Students to equip themselves with a specified list of ingredients, digital scales, and a thermometer and have access to a home kitchen to complete practicals.
In this subject students will be introduced to the fundamentals of food science relevant for the study of human nutritional science including: classifications, structure and function of food; chemistry of key food components such as macro- and micronutrients and other functional compounds; introduction to food composition data and key methods of analysing nutritional composition of foods; and physical, chemical, nutritional and sensory changes in preparation, cooking and storage of food.

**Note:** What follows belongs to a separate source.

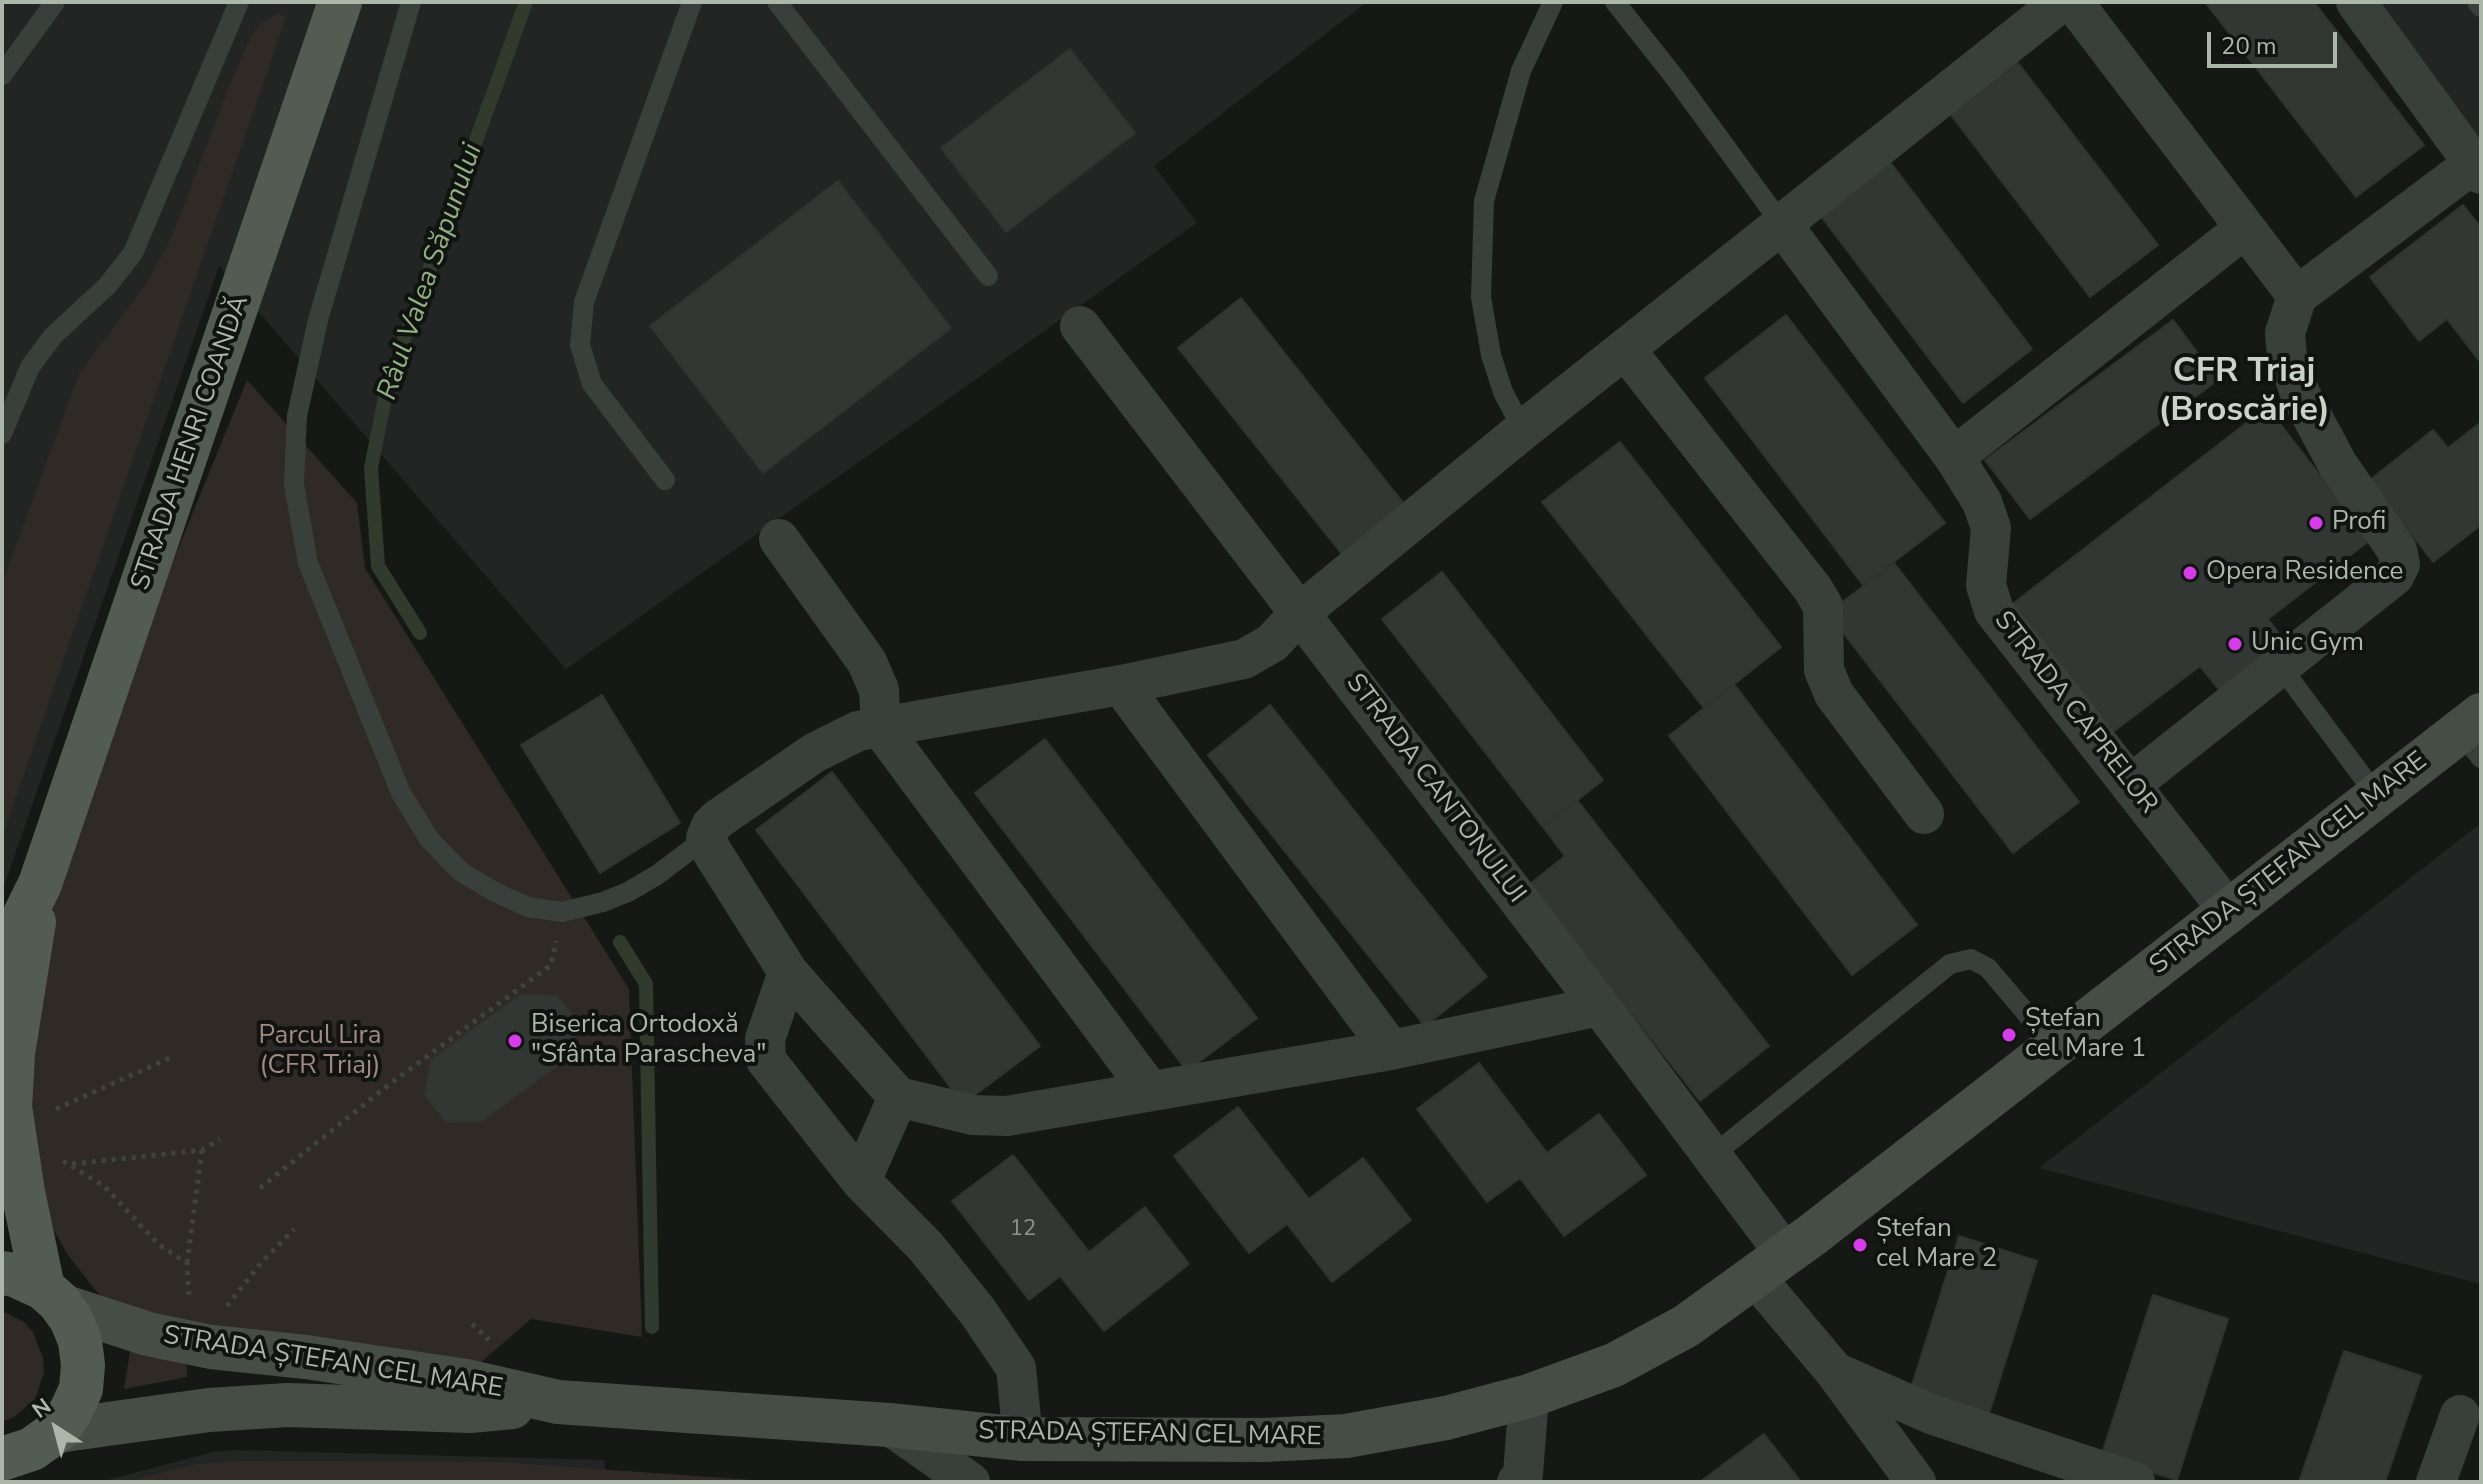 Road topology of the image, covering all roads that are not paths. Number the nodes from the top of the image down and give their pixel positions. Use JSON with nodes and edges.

In this subject you will be required to complete food science practicals/assessment tasks in your own kitchen or one you arrange to access. You will need to purchase ingredients and have access to standard kitchen equipment including a digital thermometer and digital scales. Cooking or handling foods from across all food groups (including red meat, eggs and milk) is part of the required degreework. Sensory analysis requiring the tasting of food, is at your discretion to accommodate special dietary requirements. Students should direct any questions to the Degree Coordinators prior to enrolment.
- Assignment 1 - 4 x worksheets 1200 word equiv (30%)
- Assignment 2 - 2 x 45 min Mastery Quizzes (40%)
- Assignment 3 - 1200 word individual report (30%)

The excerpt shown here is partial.